# [How to complete this task]
Skip the pictures. Copy all the rest of the records down exactly.

--- Data shown Enclosed Below ---

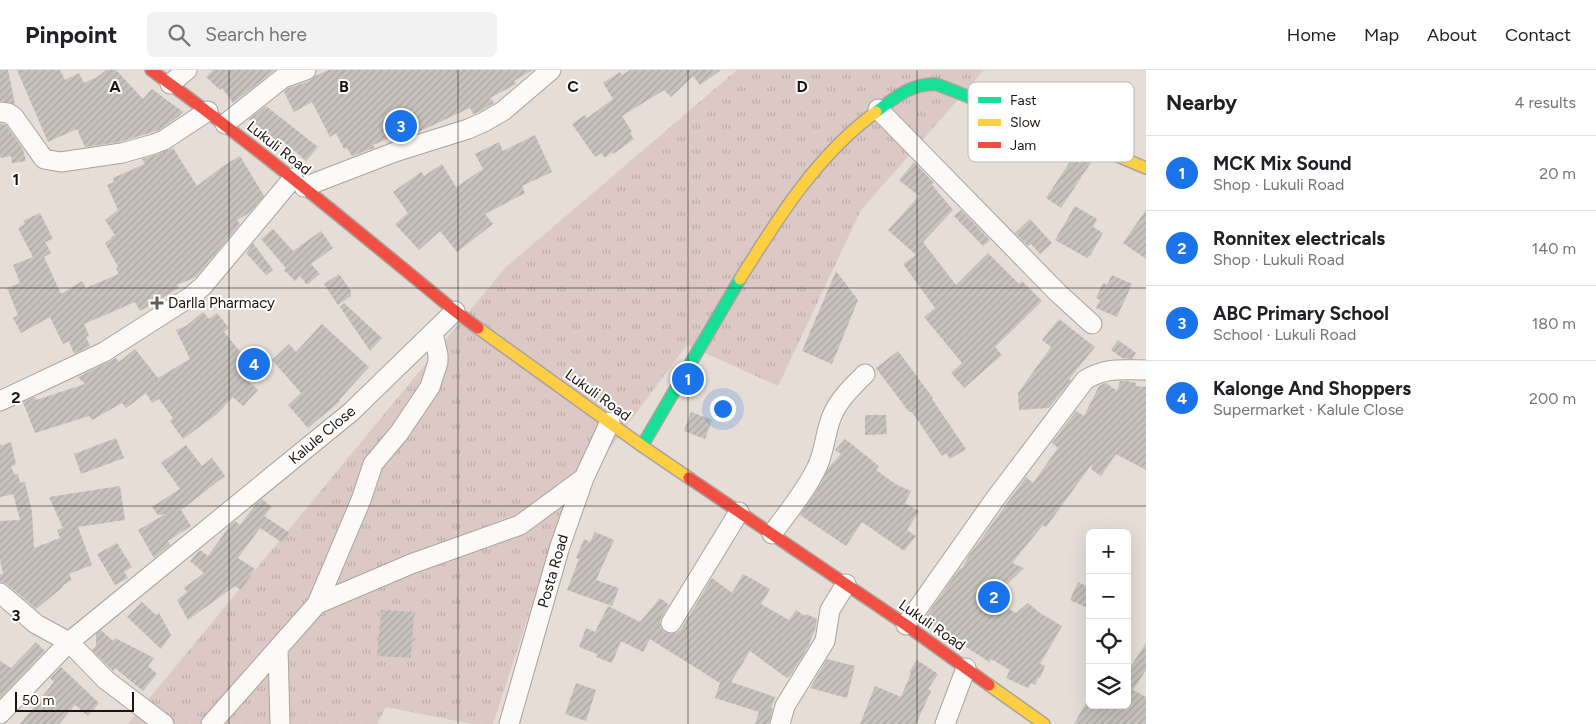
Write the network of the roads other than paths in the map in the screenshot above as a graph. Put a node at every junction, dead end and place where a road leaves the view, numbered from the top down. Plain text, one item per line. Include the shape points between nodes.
1 (151, 70) edge
2 (187, 70) edge
3 (306, 70) edge
4 (552, 70) edge
5 (170, 84) junction
6 (968, 96) edge
7 (878, 109) junction
8 (208, 111) junction
9 (0, 112) edge
10 (225, 124) junction
11 (1132, 162) edge
12 (1146, 168) edge
13 (299, 183) junction
14 (455, 311) junction
15 (1092, 324) dead end
16 (432, 333) junction
17 (1146, 370) edge
18 (865, 374) dead end
19 (0, 401) edge
20 (610, 422) junction
21 (642, 446) junction
22 (584, 478) junction
23 (739, 512) junction
24 (772, 534) junction
25 (846, 584) junction
26 (0, 593) edge
27 (317, 604) junction
28 (671, 623) dead end
29 (906, 626) junction
30 (69, 642) junction
31 (278, 648) junction
32 (966, 668) junction
33 (0, 714) edge
34 (164, 724) edge
35 (211, 724) edge
36 (280, 724) edge
37 (510, 724) edge
38 (780, 724) edge
39 (946, 724) edge
40 (1044, 724) edge

1 - 5 street, Lukuli Road
2 - 5 street
3 - 10 street via 282,78
4 - 13 street via 484,122
5 - 8 street, Lukuli Road
6 - 7 street via 936,84 914,86
7 - 15 street
7 - 21 street via 818,165 778,218
8 - 9 street via 154,144 122,153 61,162 44,159 14,117
8 - 10 street, Lukuli Road
10 - 13 street, Lukuli Road
11 - 12 street
13 - 14 street, Lukuli Road
13 - 19 street via 190,298 104,352
14 - 16 street, Kalule Close
14 - 20 street, Lukuli Road
16 - 27 street via 438,362 430,387 399,433 372,464 361,500
16 - 30 street, Kalule Close via 351,412
17 - 29 street via 1109,370 1085,380 995,499
18 - 24 street via 832,414 817,468
20 - 21 street, Lukuli Road
20 - 22 street, Posta Road
21 - 23 street, Lukuli Road
22 - 27 street via 520,525 411,564
22 - 37 street, Posta Road via 560,546
23 - 24 street, Lukuli Road
23 - 28 street
24 - 25 street, Lukuli Road
25 - 29 street, Lukuli Road
25 - 38 street via 830,610 824,641 785,706
26 - 30 street via 36,624
27 - 31 street
29 - 32 street, Lukuli Road
30 - 33 street, Kalule Close
30 - 34 street via 106,680
31 - 35 street
31 - 36 street
32 - 39 street
32 - 40 street, Lukuli Road

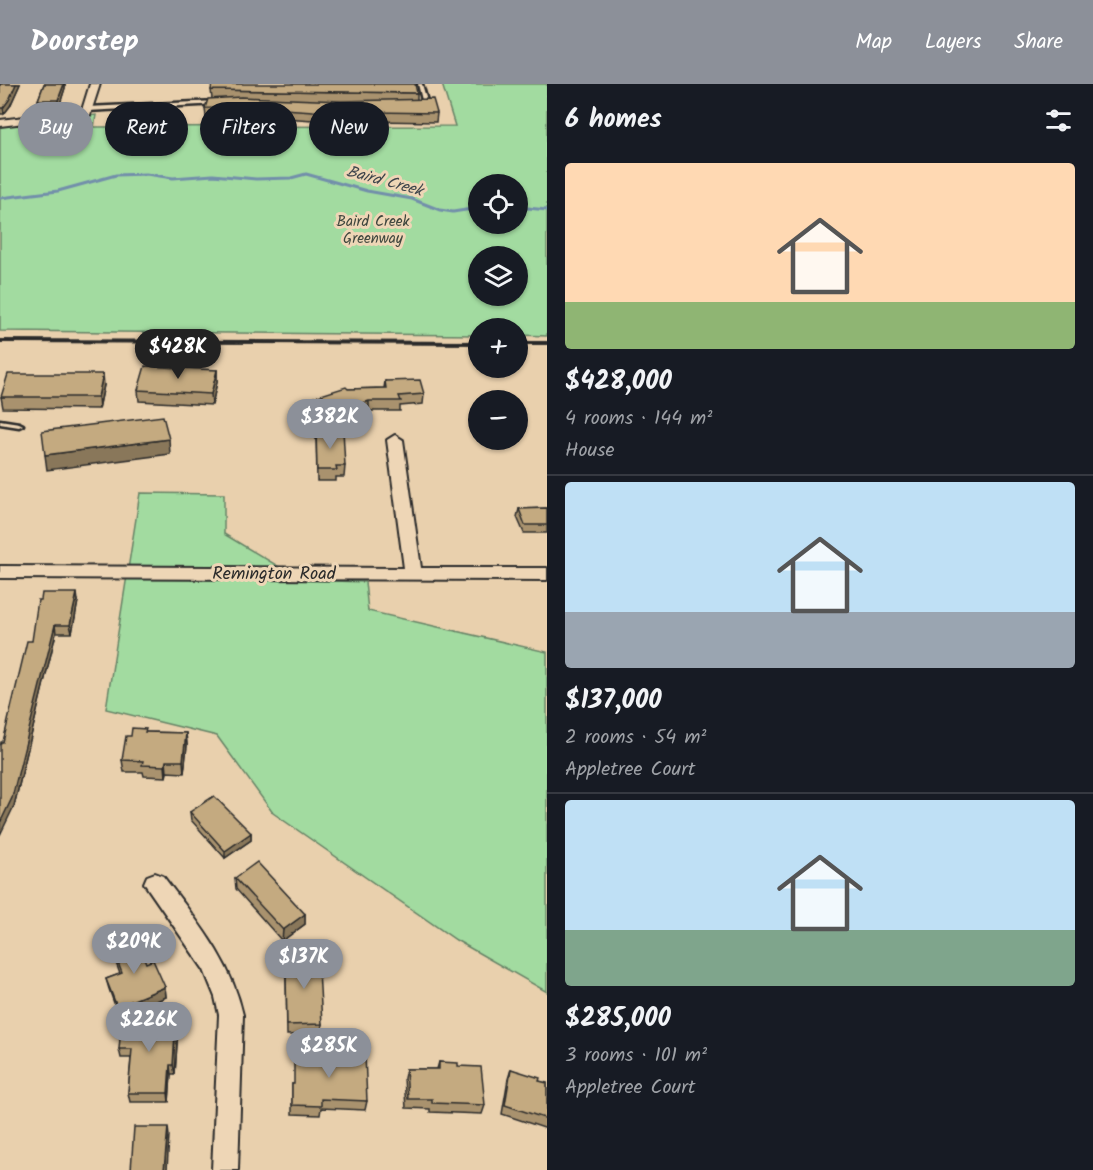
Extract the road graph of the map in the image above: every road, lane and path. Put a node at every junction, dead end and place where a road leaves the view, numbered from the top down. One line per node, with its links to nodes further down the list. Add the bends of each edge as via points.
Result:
1 (95, 84): 3 (street)
2 (420, 84): 5 (lane, via 425,101)
3 (90, 102)
4 (200, 103): 6 (lane)
5 (408, 106)
6 (93, 111)
7 (18, 121): 8 (street)
8 (0, 123)
9 (0, 422): 10 (lane)
10 (19, 425)
11 (395, 440): 12 (street)
12 (413, 573): 13 (street, Remington Road); 14 (street, Remington Road)
13 (547, 574)
14 (1, 575)
15 (155, 883): 16 (street, via 220,976 229,998)
16 (225, 1170)

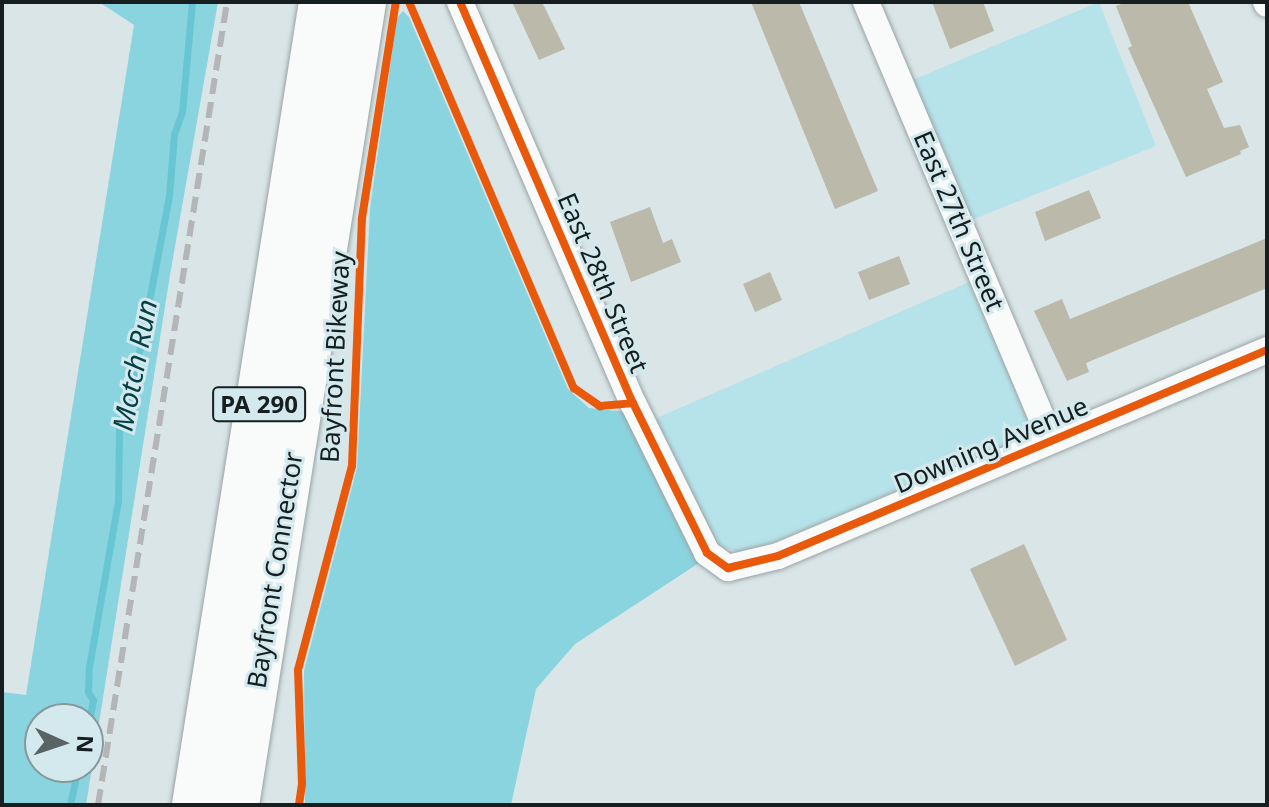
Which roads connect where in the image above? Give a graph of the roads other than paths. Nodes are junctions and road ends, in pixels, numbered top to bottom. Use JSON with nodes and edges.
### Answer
{"nodes":[{"id":1,"x":321,"y":2,"type":"edge"},
{"id":2,"x":364,"y":2,"type":"edge"},
{"id":3,"x":460,"y":2,"type":"edge"},
{"id":4,"x":866,"y":2,"type":"edge"},
{"id":5,"x":1267,"y":350,"type":"edge"},
{"id":6,"x":1051,"y":440,"type":"junction"},
{"id":7,"x":728,"y":568,"type":"joint"},
{"id":8,"x":194,"y":805,"type":"edge"},
{"id":9,"x":237,"y":805,"type":"edge"}],
"edges":[{"from":1,"to":8,"type":"highway","name":"Bayfront Connector","number":"PA 290"},
{"from":2,"to":9,"type":"highway","name":"Bayfront Connector","number":"PA 290"},
{"from":3,"to":7,"type":"street","name":"East 28th Street"},
{"from":4,"to":6,"type":"street","name":"East 27th Street"},
{"from":5,"to":6,"type":"street","name":"Downing Avenue"},
{"from":6,"to":7,"type":"street","name":"Downing Avenue"}]}
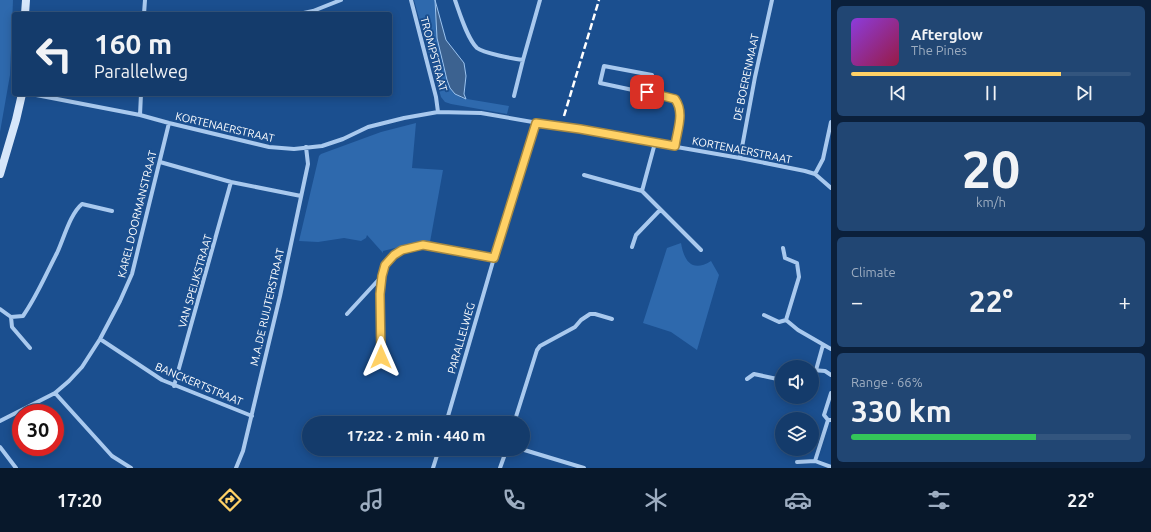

--- End of Enclosed Data shown ---

# [Response box]
Write the network of the roads other than paths in the map in the screenshot above as a graph. Put a node at every junction, dead end and place where a road leaves the view, numbered from the top down. Plain text, one item per line. Include the shape points between nodes.
1 (151, 70) edge
2 (187, 70) edge
3 (306, 70) edge
4 (552, 70) edge
5 (170, 84) junction
6 (968, 96) edge
7 (878, 109) junction
8 (208, 111) junction
9 (0, 112) edge
10 (225, 124) junction
11 (1132, 162) edge
12 (1146, 168) edge
13 (299, 183) junction
14 (455, 311) junction
15 (1092, 324) dead end
16 (432, 333) junction
17 (1146, 370) edge
18 (865, 374) dead end
19 (0, 401) edge
20 (610, 422) junction
21 (642, 446) junction
22 (584, 478) junction
23 (739, 512) junction
24 (772, 534) junction
25 (846, 584) junction
26 (0, 593) edge
27 (317, 604) junction
28 (671, 623) dead end
29 (906, 626) junction
30 (69, 642) junction
31 (278, 648) junction
32 (966, 668) junction
33 (0, 714) edge
34 (164, 724) edge
35 (211, 724) edge
36 (280, 724) edge
37 (510, 724) edge
38 (780, 724) edge
39 (946, 724) edge
40 (1044, 724) edge

1 - 5 street, Lukuli Road
2 - 5 street
3 - 10 street via 282,78
4 - 13 street via 484,122
5 - 8 street, Lukuli Road
6 - 7 street via 936,84 914,86
7 - 15 street
7 - 21 street via 818,165 778,218
8 - 9 street via 154,144 122,153 61,162 44,159 14,117
8 - 10 street, Lukuli Road
10 - 13 street, Lukuli Road
11 - 12 street
13 - 14 street, Lukuli Road
13 - 19 street via 190,298 104,352
14 - 16 street, Kalule Close
14 - 20 street, Lukuli Road
16 - 27 street via 438,362 430,387 399,433 372,464 361,500
16 - 30 street, Kalule Close via 351,412
17 - 29 street via 1109,370 1085,380 995,499
18 - 24 street via 832,414 817,468
20 - 21 street, Lukuli Road
20 - 22 street, Posta Road
21 - 23 street, Lukuli Road
22 - 27 street via 520,525 411,564
22 - 37 street, Posta Road via 560,546
23 - 24 street, Lukuli Road
23 - 28 street
24 - 25 street, Lukuli Road
25 - 29 street, Lukuli Road
25 - 38 street via 830,610 824,641 785,706
26 - 30 street via 36,624
27 - 31 street
29 - 32 street, Lukuli Road
30 - 33 street, Kalule Close
30 - 34 street via 106,680
31 - 35 street
31 - 36 street
32 - 39 street
32 - 40 street, Lukuli Road

Extract the road graph of the map in the image above: every road, lane and path. Put a node at every junction, dead end and place where a road leaves the view, numbered from the top down. One line per node, with its links to nodes further down the list. Add the bends of each edge as via points.
Result:
1 (95, 84): 3 (street)
2 (420, 84): 5 (lane, via 425,101)
3 (90, 102)
4 (200, 103): 6 (lane)
5 (408, 106)
6 (93, 111)
7 (18, 121): 8 (street)
8 (0, 123)
9 (0, 422): 10 (lane)
10 (19, 425)
11 (395, 440): 12 (street)
12 (413, 573): 13 (street, Remington Road); 14 (street, Remington Road)
13 (547, 574)
14 (1, 575)
15 (155, 883): 16 (street, via 220,976 229,998)
16 (225, 1170)

Which roads connect where in the image above? Give a graph of the roads other than paths. Nodes are junctions and road ends, in pixels, numbered top to bottom. Use JSON with nodes and edges.
### Answer
{"nodes":[{"id":1,"x":321,"y":2,"type":"edge"},
{"id":2,"x":364,"y":2,"type":"edge"},
{"id":3,"x":460,"y":2,"type":"edge"},
{"id":4,"x":866,"y":2,"type":"edge"},
{"id":5,"x":1267,"y":350,"type":"edge"},
{"id":6,"x":1051,"y":440,"type":"junction"},
{"id":7,"x":728,"y":568,"type":"joint"},
{"id":8,"x":194,"y":805,"type":"edge"},
{"id":9,"x":237,"y":805,"type":"edge"}],
"edges":[{"from":1,"to":8,"type":"highway","name":"Bayfront Connector","number":"PA 290"},
{"from":2,"to":9,"type":"highway","name":"Bayfront Connector","number":"PA 290"},
{"from":3,"to":7,"type":"street","name":"East 28th Street"},
{"from":4,"to":6,"type":"street","name":"East 27th Street"},
{"from":5,"to":6,"type":"street","name":"Downing Avenue"},
{"from":6,"to":7,"type":"street","name":"Downing Avenue"}]}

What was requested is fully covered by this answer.